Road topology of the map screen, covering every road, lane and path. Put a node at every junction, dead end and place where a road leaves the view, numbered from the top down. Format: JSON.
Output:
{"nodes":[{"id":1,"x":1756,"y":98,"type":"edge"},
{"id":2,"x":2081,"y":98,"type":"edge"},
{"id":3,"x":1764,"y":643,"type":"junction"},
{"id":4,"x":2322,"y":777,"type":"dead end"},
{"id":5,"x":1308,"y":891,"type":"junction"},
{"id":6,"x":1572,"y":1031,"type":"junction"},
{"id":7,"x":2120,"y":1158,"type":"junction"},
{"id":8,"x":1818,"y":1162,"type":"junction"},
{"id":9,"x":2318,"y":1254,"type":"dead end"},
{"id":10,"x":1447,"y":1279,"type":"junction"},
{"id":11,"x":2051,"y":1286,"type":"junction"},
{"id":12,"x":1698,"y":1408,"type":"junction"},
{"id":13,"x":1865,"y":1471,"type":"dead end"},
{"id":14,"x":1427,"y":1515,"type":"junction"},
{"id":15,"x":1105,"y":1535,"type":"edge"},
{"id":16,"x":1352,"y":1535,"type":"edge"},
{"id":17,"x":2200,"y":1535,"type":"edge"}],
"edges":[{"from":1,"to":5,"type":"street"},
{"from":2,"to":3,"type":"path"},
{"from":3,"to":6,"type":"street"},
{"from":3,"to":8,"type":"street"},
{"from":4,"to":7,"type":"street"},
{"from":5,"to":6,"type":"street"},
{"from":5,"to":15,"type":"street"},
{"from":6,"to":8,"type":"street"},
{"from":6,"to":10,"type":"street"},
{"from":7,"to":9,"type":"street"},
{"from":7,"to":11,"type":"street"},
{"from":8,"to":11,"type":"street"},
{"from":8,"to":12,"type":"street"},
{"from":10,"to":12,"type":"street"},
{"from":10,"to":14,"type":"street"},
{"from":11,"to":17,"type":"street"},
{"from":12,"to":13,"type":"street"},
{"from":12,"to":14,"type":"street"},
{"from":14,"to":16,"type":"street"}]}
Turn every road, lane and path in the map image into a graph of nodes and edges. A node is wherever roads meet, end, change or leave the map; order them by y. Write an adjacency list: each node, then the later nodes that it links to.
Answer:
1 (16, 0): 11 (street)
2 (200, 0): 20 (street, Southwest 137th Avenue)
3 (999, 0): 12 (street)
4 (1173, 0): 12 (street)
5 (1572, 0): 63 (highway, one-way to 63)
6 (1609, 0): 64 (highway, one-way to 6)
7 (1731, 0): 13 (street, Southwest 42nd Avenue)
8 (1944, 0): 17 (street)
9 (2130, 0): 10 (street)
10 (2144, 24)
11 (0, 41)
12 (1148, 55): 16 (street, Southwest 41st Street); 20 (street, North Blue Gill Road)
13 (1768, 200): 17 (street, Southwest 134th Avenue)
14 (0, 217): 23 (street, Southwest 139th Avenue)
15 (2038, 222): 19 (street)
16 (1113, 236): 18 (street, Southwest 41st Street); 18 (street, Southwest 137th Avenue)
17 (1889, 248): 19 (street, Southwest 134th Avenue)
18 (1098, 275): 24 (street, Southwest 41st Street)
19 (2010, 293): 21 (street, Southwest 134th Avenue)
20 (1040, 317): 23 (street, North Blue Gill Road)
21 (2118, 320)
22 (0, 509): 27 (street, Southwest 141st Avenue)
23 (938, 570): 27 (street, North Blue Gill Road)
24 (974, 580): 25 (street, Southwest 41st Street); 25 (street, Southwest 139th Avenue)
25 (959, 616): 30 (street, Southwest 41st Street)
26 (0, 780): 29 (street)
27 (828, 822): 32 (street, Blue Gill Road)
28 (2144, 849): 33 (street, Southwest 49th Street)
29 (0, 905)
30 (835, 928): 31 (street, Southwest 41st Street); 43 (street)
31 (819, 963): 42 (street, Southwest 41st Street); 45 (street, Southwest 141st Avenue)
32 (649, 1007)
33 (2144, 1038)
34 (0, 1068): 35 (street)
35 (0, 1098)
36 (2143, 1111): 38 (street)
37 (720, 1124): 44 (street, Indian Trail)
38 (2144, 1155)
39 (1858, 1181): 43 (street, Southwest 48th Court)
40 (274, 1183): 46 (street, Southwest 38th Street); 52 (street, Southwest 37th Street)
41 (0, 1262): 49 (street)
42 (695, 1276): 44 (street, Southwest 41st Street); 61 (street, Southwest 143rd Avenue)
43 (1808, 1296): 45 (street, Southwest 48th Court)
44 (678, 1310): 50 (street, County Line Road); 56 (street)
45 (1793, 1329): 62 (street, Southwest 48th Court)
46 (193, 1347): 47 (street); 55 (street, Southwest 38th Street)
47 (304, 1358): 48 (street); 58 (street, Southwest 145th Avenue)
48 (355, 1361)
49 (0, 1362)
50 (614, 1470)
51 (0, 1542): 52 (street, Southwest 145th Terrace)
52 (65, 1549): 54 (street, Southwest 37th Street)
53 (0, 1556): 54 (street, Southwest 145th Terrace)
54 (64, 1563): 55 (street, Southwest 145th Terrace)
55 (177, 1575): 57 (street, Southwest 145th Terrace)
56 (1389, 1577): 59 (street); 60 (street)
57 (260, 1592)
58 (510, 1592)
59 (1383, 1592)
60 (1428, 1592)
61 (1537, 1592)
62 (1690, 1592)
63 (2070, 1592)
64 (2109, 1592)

┄┄┄┄┄┄

Task objective: When a line in the material above holds the word "Terrace", count it; report only the total.

Problem solution: 4